Is QB Kyler Murray a Good Longshot-Bet MVP Candidate in his Second Season?

Howard Balzer

In the last two NFL seasons, second-year quarterbacks stood the league on its ear and were voted league MVP: Kansas City Chiefs' Patrick Mahomes in 2018 and Baltimore Ravens' Lamar Jackson in 2019.

So, it was in the video above — which included yours truly, Frankie "Fantasy" Taddeo and Bill Enright — where the notion was explored about whether Arizona Cardinals' second-year quarterback Kyler Murray could continue that trend.

Taddeo likes Murray as a 25-1 play, which is not a bad longshot bet. However, it will probably take a remarkable season by Murray and the team for it to have any chance of happening.


In 2018, Mahomes completed 66.0 percent of his passes for 5,097 yards (8.79 yards per attempt) with 50 touchdowns, 12 interceptions and a passer rating of 113.8.

The Chiefs won the AFC West with a 12-4 record, followed by the 12-4 Los Angeles Chargers, 6-10 Denver Broncos and 4-12 Oakland Raiders. The season before, when Mahomes started the season finale, the Chiefs won the division with a 10-6 record.

Last season, Jackson completed 66.1 percent of his passes for 3,127 yards (7.80 per attempt) with 36 touchdowns, six interceptions and a passer rating of 113.3. He added 1,206 yards rushing and seven touchdowns.

The Ravens won the AFC North with a 14-2 record and no one else in the division had a winning record. The Pittsburgh Steelers were 8-8, the Cleveland Browns 6-10 and the Cincinnati Bengals 2-14. Like the Chiefs, the Ravens also won their division with a 10-6 record the prior season with Jackson starting seven games.

Thus, the prescient question to ask is: how much can Murray and the Cardinals improve after a 5-10-1 season and in a division with the San Francisco 49ers, who were 13-3 last season, the Seattle Seahawks 11-5 and the Los Angeles Rams 9-7? The NFC West was the only division in the league that housed three teams with winning records and only three others had two: the AFC East (New England 12-4, Buffalo 10-6); the AFC South (Houston 10-6, Tennessee 9-7) and the NFC North (Green Bay 13-3, Minnesota 10-6).

The addition of wide receiver DeAndre Hopkins, having running back Kenyan Drake for a full season and anticipated upgrades on defense should produce an improved team that could pass eight wins and potentially achieve 10 victories.

However, is that enough wins to garner MVP notice, especially if it doesn’t result in a division title?

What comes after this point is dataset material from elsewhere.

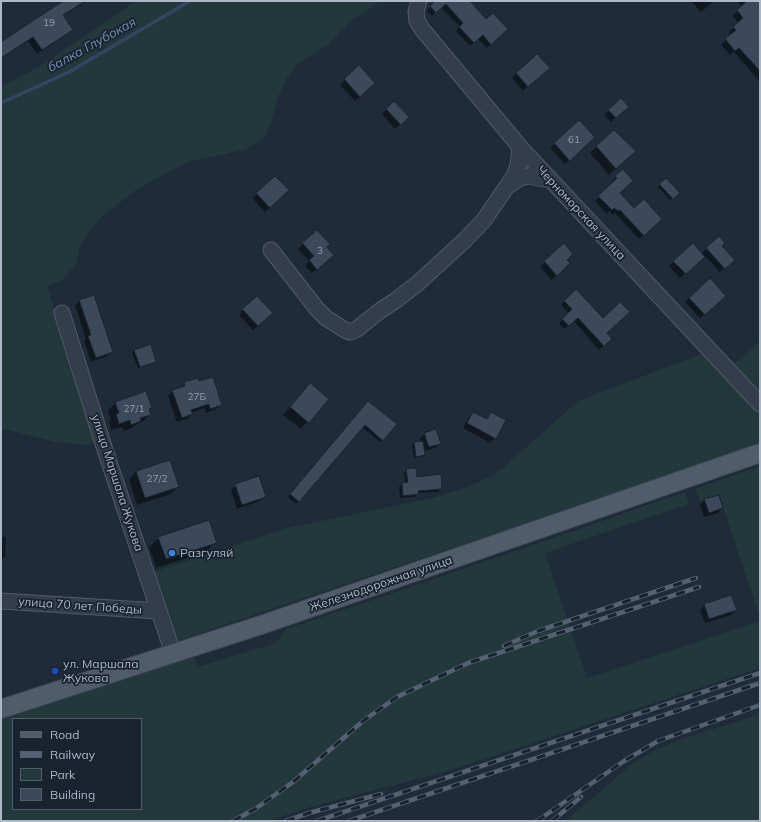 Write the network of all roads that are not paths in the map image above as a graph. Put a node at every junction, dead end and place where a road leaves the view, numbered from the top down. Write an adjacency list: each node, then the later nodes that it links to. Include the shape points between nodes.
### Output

After all, since the turn of the century (that’s 20 seasons for the math majors in the audience), there have been only three instances where a league MVP was on a second-place team: St. Louis running back Marshall Faulk in 2000, although his team’s 10-6 record tied for first with New Orleans, but the Saints won the division on a tiebreaker and Faulk combined for 2,189 yards from scrimmage with 26 touchdowns; Indianapolis quarterback Peyton Manning in 2008 when the Colts won 12 games to Tennessee’s 13; and Minnesota running back Adrian Peterson in 2012, when the Vikings won 10 games, but Peterson rushed for 2,097 yards in his return from a torn ACL.

The 17 other MVPs were on teams that averaged 13.2 victories. Here's the breakdown: two were on teams with 11 wins, four had 12, three had 13, five had 14, two had 15 and, of course, the Tom Brady-led Patriots had 16 in 2007. That counts Manning and Tennessee quarterback Steve McNair as one when they were co-MVPs in 2003 and both the Colts and Titans had 12 victories.

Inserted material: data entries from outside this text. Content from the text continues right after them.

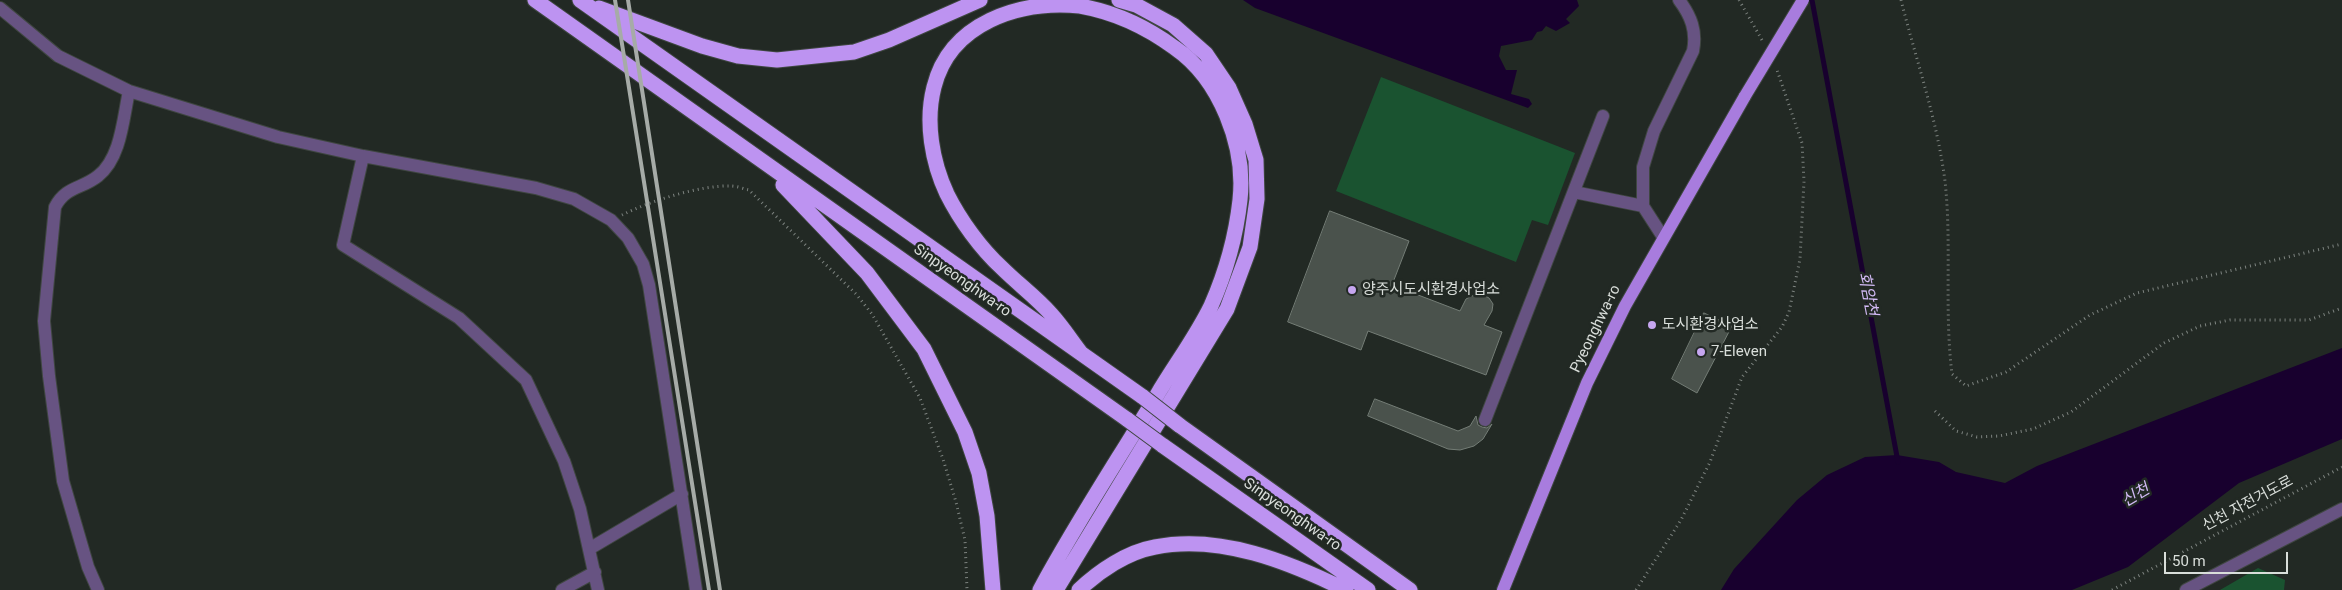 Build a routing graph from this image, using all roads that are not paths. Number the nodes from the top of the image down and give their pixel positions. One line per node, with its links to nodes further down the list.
1 (535, 0): 10 (highway, Sinpyeonghwa-ro)
2 (980, 0): 6 (highway)
3 (1119, 0): 27 (highway)
4 (1679, 0): 13 (street)
5 (1803, 0): 14 (main road, Pyeonghwa-ro, bridge)
6 (580, 1): 15 (highway, Sinpyeonghwa-ro)
7 (0, 8): 8 (street)
8 (129, 91): 11 (street); 21 (street)
9 (1603, 116): 12 (street)
10 (744, 148): 25 (highway); 30 (highway, Sinpyeonghwa-ro, bridge)
11 (363, 156): 17 (street); 19 (street)
12 (1574, 192): 13 (street); 16 (street)
13 (1643, 206): 14 (street)
14 (1663, 238): 32 (main road, Pyeonghwa-ro)
15 (1081, 353): 26 (highway); 31 (highway, Sinpyeonghwa-ro, bridge)
16 (1484, 420)
17 (682, 494): 19 (street); 24 (street)
18 (2342, 509): 33 (street)
19 (590, 549): 20 (street)
20 (595, 572): 22 (street); 23 (street)
21 (98, 590)
22 (562, 590)
23 (598, 590)
24 (696, 590)
25 (993, 590)
26 (1040, 590)
27 (1056, 590)
28 (1079, 590): 29 (highway)
29 (1346, 590)
30 (1368, 590)
31 (1410, 590)
32 (1502, 590)
33 (2186, 590)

This all begs the most important question: Can Murray achieve the numbers necessary to rise even close to the stratosphere of what they need to be?

His 3,722 yards, 64.4 percent completions, 20 touchdowns, 12 interceptions and 87.4 passer rating last season shows promise that he is on his way up. But, alas, 2020 is probably too soon.

Cardinals fans, of course, hope I’m dead wrong.